BEGIN RECORDED INFORMATION
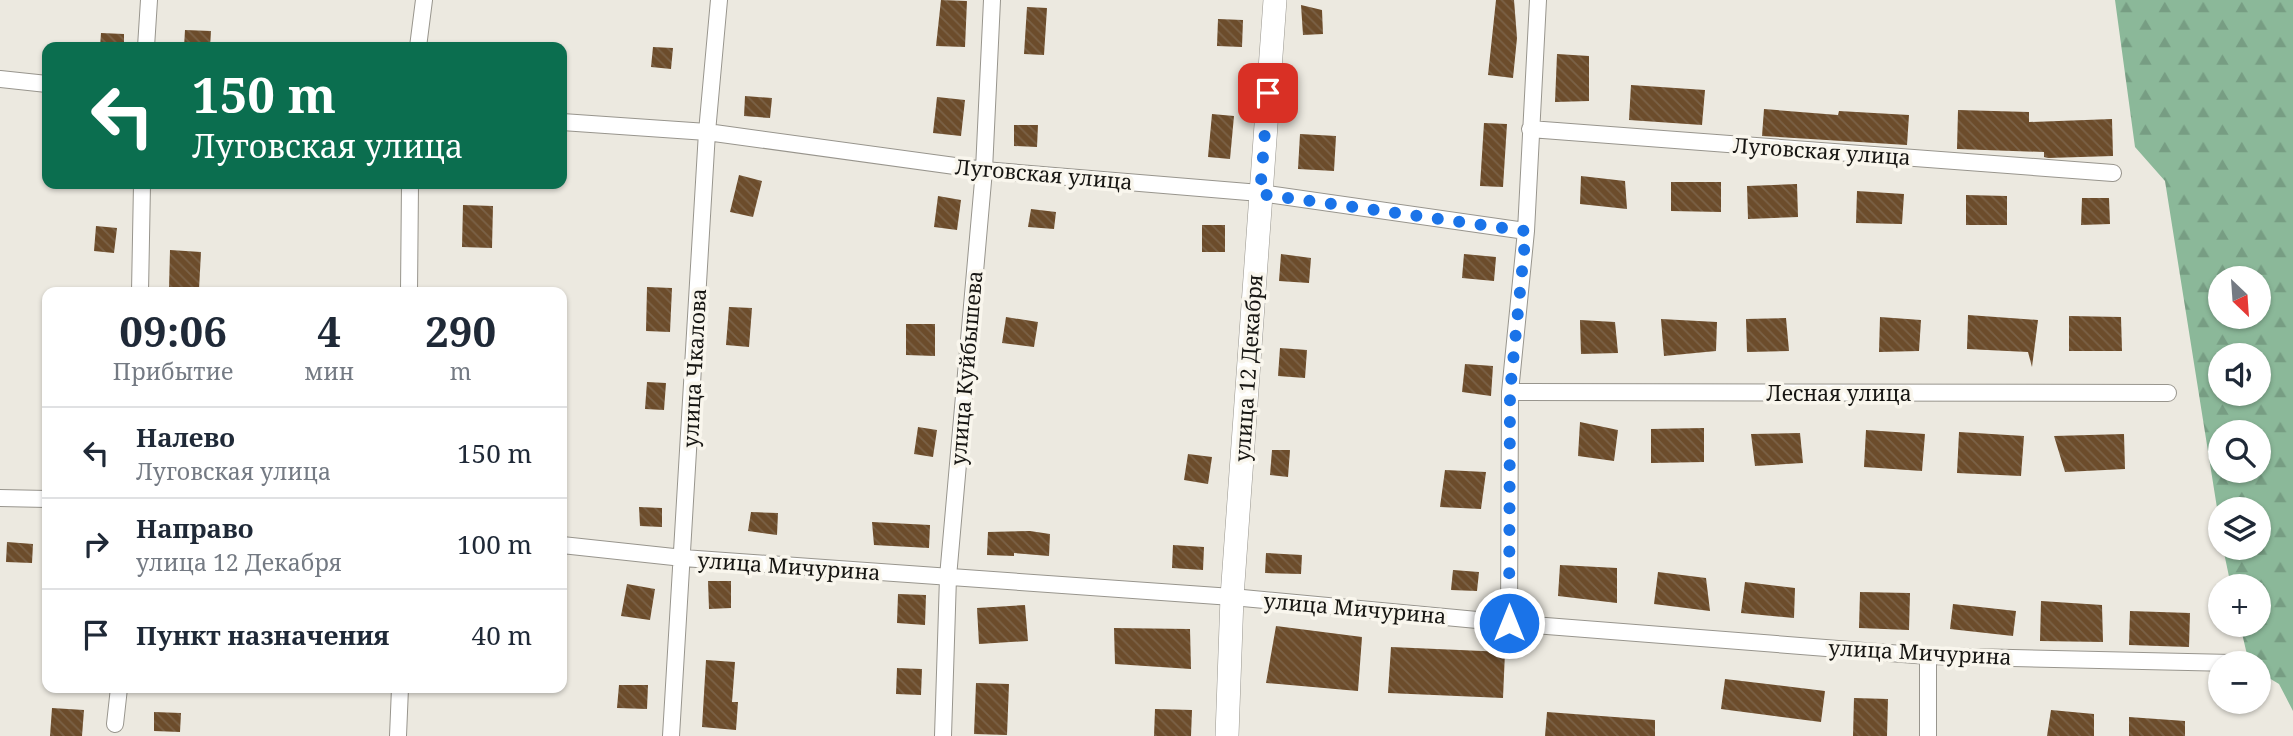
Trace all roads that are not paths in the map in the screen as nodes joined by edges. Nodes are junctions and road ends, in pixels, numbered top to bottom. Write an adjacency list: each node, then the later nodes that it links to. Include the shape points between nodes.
1 (149, 0): 7 (street)
2 (424, 0): 8 (street)
3 (719, 0): 13 (street, улица Чкалова)
4 (992, 0): 14 (street, улица Куйбышева)
5 (1275, 0): 18 (street, улица 12 Декабря)
6 (1538, 0): 12 (street)
7 (146, 42)
8 (419, 42)
9 (0, 79): 10 (street)
10 (42, 83)
11 (567, 122): 13 (street, Луговская улица)
12 (1530, 129): 15 (street, Луговская улица); 19 (street)
13 (707, 132): 14 (street, Луговская улица); 27 (street, улица Чкалова)
14 (984, 170): 18 (street, Луговская улица); 28 (street, улица Куйбышева)
15 (2113, 173)
16 (142, 189): 20 (street)
17 (410, 189): 21 (street)
18 (1260, 194): 19 (street, Луговская улица); 29 (street, улица 12 Декабря)
19 (1526, 231): 22 (street)
20 (140, 287)
21 (409, 287)
22 (1510, 392): 23 (street, Лесная улица); 30 (street)
23 (2168, 393)
24 (0, 498): 25 (street)
25 (42, 499)
26 (567, 546): 27 (street, улица Мичурина)
27 (683, 558): 28 (street, улица Мичурина); 37 (street, улица Чкалова)
28 (948, 577): 29 (street, улица Мичурина); 38 (street, улица Куйбышева)
29 (1232, 597): 30 (street, улица Мичурина); 39 (street, улица 12 Декабря)
30 (1509, 623): 31 (street, улица Мичурина)
31 (1928, 656): 32 (street, улица Мичурина); 40 (street)
32 (2208, 662)
33 (118, 693): 35 (street)
34 (400, 693): 36 (street)
35 (115, 724)
36 (398, 736)
37 (671, 736)
38 (943, 736)
39 (1227, 736)
40 (1928, 736)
END RECORDED INFORMATION
**AIM OF THE TASK**. Write the entries out again exactly as they appear, with the pictures omitted.

**EXERCISE RESPONSE**.
Trace all roads that are not paths in the map in the screen as nodes joined by edges. Nodes are junctions and road ends, in pixels, numbered top to bottom. Write an adjacency list: each node, then the later nodes that it links to. Include the shape points between nodes.
1 (149, 0): 7 (street)
2 (424, 0): 8 (street)
3 (719, 0): 13 (street, улица Чкалова)
4 (992, 0): 14 (street, улица Куйбышева)
5 (1275, 0): 18 (street, улица 12 Декабря)
6 (1538, 0): 12 (street)
7 (146, 42)
8 (419, 42)
9 (0, 79): 10 (street)
10 (42, 83)
11 (567, 122): 13 (street, Луговская улица)
12 (1530, 129): 15 (street, Луговская улица); 19 (street)
13 (707, 132): 14 (street, Луговская улица); 27 (street, улица Чкалова)
14 (984, 170): 18 (street, Луговская улица); 28 (street, улица Куйбышева)
15 (2113, 173)
16 (142, 189): 20 (street)
17 (410, 189): 21 (street)
18 (1260, 194): 19 (street, Луговская улица); 29 (street, улица 12 Декабря)
19 (1526, 231): 22 (street)
20 (140, 287)
21 (409, 287)
22 (1510, 392): 23 (street, Лесная улица); 30 (street)
23 (2168, 393)
24 (0, 498): 25 (street)
25 (42, 499)
26 (567, 546): 27 (street, улица Мичурина)
27 (683, 558): 28 (street, улица Мичурина); 37 (street, улица Чкалова)
28 (948, 577): 29 (street, улица Мичурина); 38 (street, улица Куйбышева)
29 (1232, 597): 30 (street, улица Мичурина); 39 (street, улица 12 Декабря)
30 (1509, 623): 31 (street, улица Мичурина)
31 (1928, 656): 32 (street, улица Мичурина); 40 (street)
32 (2208, 662)
33 (118, 693): 35 (street)
34 (400, 693): 36 (street)
35 (115, 724)
36 (398, 736)
37 (671, 736)
38 (943, 736)
39 (1227, 736)
40 (1928, 736)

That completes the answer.